Noi artisti in Germania siamo censurati perché sosteniamo i diritti dei Palestinesi

Feb 15, 2021 | Riflessioni

di: Brian Eno,
The Guardian, 4 Febbraio 2021. 

Una risoluzione parlamentare del 2019 ha avuto l’effetto di raffreddare le voci critiche nei confronti della politica israeliana. Ora il settore della cultura ne parla apertamente.

Brian Eno alla sua mostra Light Music di Londra, 2018. (Yui Mok/PA)

Sono solo uno dei tanti artisti che sono stati colpiti da un nuovo maccartismo che si è sviluppato
in Germania all’interno di un clima crescente di intolleranza.

La scrittrice Kamila Shamsie, il poeta Kae Tempest, il gruppo musicale degli Young Fathers, il rapper Talib Kwelli, l’artista visivo Walid Raad e il filosofo Achille Mbembe sono tra gli artisti, accademici, curatori di mostre e musei ed altro ancora che sono stati coinvolti in un sistema di interrogazioni parlamentari, liste di proscrizione ed esclusioni, diffusosi in Germania in seguito all’approvazione di una risoluzione parlamentare del 2019. Negli ultimi tempi, tra i bersagli da colpire ci sono anche i critici delle politiche messe in atto da Israele nei confronti dei Palestinesi.

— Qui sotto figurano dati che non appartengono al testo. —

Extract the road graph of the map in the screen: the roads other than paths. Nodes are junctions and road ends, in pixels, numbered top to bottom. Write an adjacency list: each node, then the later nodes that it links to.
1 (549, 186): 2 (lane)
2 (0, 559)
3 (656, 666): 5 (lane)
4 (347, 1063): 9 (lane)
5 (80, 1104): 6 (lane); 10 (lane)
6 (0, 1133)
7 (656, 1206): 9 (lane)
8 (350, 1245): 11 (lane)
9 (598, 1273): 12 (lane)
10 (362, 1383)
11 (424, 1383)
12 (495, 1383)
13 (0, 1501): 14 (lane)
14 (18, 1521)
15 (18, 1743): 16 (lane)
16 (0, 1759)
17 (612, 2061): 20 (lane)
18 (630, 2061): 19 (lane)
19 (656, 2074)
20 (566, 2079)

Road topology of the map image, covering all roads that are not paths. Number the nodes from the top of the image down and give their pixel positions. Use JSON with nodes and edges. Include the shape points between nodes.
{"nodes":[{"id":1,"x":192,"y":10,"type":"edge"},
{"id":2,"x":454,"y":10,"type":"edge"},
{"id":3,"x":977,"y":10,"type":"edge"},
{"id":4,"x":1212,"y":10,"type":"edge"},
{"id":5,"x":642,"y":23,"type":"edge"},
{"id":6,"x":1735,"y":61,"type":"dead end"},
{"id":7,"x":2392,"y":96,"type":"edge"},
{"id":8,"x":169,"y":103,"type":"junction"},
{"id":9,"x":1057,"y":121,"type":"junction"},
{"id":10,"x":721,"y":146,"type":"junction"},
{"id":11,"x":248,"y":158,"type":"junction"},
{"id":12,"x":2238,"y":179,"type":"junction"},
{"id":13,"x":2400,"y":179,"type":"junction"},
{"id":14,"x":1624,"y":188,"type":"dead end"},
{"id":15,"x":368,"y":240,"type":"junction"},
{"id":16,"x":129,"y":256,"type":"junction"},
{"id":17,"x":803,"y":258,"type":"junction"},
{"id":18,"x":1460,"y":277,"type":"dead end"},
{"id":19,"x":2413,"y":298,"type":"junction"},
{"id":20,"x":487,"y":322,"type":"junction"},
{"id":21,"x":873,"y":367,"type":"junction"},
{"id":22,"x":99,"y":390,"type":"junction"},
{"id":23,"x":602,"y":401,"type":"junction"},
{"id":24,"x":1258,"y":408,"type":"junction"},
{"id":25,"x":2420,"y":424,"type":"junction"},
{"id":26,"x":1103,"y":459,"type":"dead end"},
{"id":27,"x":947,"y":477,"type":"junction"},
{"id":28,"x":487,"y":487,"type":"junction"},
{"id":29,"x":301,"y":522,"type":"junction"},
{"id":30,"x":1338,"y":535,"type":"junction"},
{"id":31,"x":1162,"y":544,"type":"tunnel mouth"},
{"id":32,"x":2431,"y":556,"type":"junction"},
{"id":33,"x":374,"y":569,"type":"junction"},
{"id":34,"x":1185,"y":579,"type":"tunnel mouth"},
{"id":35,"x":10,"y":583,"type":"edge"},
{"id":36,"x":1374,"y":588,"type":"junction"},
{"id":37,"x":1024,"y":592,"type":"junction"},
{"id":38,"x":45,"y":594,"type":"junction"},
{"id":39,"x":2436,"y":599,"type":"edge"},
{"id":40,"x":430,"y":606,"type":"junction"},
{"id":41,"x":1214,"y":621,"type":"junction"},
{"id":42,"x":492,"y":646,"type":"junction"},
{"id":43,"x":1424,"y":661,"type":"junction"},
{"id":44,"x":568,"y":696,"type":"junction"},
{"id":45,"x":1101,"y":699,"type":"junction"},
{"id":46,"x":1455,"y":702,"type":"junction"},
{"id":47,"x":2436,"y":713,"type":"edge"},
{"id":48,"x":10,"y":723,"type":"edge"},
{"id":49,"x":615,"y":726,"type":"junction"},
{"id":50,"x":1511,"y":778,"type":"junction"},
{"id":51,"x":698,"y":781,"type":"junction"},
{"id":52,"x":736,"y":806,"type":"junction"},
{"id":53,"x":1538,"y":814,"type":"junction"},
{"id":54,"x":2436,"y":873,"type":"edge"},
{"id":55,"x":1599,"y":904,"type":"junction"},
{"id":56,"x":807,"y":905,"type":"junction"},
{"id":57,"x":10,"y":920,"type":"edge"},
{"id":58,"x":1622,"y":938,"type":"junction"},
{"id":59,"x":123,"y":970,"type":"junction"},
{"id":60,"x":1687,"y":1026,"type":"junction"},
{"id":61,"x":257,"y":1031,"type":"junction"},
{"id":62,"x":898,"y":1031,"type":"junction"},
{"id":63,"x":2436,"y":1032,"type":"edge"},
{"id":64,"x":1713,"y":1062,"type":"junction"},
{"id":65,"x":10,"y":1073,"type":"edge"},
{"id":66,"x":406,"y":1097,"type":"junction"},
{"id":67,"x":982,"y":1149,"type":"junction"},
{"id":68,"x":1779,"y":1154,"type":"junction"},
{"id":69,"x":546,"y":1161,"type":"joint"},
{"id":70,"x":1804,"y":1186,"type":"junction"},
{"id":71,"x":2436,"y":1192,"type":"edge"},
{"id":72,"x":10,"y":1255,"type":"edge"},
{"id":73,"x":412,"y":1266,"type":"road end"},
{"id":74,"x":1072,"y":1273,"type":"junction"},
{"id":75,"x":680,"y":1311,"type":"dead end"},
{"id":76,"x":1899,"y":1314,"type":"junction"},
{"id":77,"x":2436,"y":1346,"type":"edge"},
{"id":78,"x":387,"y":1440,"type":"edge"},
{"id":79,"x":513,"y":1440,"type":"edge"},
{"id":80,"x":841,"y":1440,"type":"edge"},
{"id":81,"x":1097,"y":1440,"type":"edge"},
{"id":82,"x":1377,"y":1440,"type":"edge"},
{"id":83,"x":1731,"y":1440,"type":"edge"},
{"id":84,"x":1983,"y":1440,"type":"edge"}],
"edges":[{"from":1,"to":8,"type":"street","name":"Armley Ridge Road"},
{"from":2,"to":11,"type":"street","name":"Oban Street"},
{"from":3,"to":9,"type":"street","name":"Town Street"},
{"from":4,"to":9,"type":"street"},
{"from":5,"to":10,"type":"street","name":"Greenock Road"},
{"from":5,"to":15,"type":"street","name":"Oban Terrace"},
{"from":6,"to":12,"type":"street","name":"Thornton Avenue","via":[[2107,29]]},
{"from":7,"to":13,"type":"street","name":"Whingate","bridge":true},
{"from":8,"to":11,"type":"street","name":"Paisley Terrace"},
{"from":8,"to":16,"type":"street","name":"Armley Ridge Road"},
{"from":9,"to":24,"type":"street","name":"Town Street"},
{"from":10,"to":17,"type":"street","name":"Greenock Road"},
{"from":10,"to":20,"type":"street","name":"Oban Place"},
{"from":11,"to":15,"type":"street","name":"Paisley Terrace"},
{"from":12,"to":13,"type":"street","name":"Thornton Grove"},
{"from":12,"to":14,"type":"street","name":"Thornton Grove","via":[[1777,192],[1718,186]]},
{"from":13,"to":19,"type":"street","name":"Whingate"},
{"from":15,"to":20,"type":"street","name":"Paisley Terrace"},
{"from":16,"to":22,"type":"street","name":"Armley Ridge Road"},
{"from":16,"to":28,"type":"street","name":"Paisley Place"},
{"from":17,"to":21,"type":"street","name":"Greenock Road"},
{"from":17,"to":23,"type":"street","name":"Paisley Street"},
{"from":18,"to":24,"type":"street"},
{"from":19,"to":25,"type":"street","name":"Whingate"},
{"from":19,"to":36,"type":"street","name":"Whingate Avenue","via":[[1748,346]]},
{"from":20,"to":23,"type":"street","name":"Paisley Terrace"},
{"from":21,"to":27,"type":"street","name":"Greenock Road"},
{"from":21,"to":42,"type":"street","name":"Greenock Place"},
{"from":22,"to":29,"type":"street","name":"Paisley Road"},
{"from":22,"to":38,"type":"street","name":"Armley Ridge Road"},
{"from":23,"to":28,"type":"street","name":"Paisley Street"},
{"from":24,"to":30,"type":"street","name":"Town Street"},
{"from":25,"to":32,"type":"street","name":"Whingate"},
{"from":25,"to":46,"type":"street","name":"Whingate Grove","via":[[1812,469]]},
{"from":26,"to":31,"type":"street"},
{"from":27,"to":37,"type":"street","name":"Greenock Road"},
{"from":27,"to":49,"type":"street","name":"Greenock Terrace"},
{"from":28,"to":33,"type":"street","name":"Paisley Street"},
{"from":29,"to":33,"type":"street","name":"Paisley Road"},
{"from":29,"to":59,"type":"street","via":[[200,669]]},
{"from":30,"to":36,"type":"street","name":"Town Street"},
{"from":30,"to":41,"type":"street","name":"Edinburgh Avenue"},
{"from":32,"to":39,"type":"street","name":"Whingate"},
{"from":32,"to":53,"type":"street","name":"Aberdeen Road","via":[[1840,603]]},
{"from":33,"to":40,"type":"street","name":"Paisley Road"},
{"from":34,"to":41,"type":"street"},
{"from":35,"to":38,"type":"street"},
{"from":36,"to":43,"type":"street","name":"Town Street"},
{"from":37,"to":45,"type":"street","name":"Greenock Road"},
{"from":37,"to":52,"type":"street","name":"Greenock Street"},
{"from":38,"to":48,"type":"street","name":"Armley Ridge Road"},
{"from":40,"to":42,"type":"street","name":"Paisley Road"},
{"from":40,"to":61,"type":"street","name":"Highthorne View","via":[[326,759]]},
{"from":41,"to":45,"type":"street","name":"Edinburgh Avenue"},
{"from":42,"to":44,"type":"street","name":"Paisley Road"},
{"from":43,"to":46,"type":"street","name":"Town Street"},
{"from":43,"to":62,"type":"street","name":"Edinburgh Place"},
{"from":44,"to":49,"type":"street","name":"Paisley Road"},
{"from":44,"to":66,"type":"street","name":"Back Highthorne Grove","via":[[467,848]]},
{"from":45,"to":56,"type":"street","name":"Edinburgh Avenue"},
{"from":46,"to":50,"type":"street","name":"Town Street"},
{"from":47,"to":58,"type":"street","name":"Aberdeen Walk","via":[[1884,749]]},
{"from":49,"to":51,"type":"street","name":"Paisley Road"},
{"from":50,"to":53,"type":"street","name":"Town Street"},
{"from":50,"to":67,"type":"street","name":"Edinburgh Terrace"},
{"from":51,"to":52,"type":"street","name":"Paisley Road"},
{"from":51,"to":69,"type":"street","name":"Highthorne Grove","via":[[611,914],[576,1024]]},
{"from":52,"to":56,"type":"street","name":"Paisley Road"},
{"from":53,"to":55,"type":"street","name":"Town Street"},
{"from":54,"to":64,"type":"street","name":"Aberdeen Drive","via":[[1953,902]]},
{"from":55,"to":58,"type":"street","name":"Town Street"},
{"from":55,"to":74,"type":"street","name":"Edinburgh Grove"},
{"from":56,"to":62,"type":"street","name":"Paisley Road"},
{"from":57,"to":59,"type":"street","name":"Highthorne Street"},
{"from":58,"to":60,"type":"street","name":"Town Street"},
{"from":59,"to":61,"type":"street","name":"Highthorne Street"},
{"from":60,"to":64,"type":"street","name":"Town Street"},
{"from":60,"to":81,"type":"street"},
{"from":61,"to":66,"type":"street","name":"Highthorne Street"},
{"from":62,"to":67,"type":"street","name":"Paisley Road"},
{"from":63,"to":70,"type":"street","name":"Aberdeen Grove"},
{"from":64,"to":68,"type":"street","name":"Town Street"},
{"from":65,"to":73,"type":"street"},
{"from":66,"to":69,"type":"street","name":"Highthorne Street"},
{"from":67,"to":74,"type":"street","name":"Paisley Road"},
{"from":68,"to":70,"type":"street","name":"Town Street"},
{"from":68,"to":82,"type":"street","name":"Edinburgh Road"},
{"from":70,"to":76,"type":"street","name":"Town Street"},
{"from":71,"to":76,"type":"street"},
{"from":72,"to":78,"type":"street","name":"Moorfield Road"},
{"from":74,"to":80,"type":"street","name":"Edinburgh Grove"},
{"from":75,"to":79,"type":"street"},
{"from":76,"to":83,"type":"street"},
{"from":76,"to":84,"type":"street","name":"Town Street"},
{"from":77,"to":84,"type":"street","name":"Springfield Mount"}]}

Recentemente una mostra delle mie opere d’arte è stata cancellata nella sua fase iniziale Perché io sostengo il movimento palestinese non violento di Boicottaggio, Disinvestimento e Sanzioni (BDS).
La cancellazione della mostra non è mai stata dichiarata ufficialmente, ma ho capito che è stata la conseguenza del fatto che gli operatori del settore della cultura temono che essi stessi e le istituzioni che rappresentano possano essere puniti per avere promosso qualcuno etichettato come “antisemita”. Questo è il modo di agire di una tirannia: creare una situazione dove la gente è sufficientemente spaventata da tenere la bocca chiusa, e così l’autocensura farà il resto.

Essendo la mia vicenda relativamente secondaria, vorrei parlarvi di una mia amica, la musicista Nirit Sommerfeld.

Nirit è nata in Israele e cresciuta in Germania, e mantiene forti legami con entrambi i paesi, compresi i suoi parenti in Israele. In qualità di artista, da oltre 20 anni parla delle relazioni tra Tedeschi, Israeliani e Palestinesi nelle sue canzoni, testi e performance, dedicando tutti i suoi spettacoli al dialogo internazionale ed interreligioso.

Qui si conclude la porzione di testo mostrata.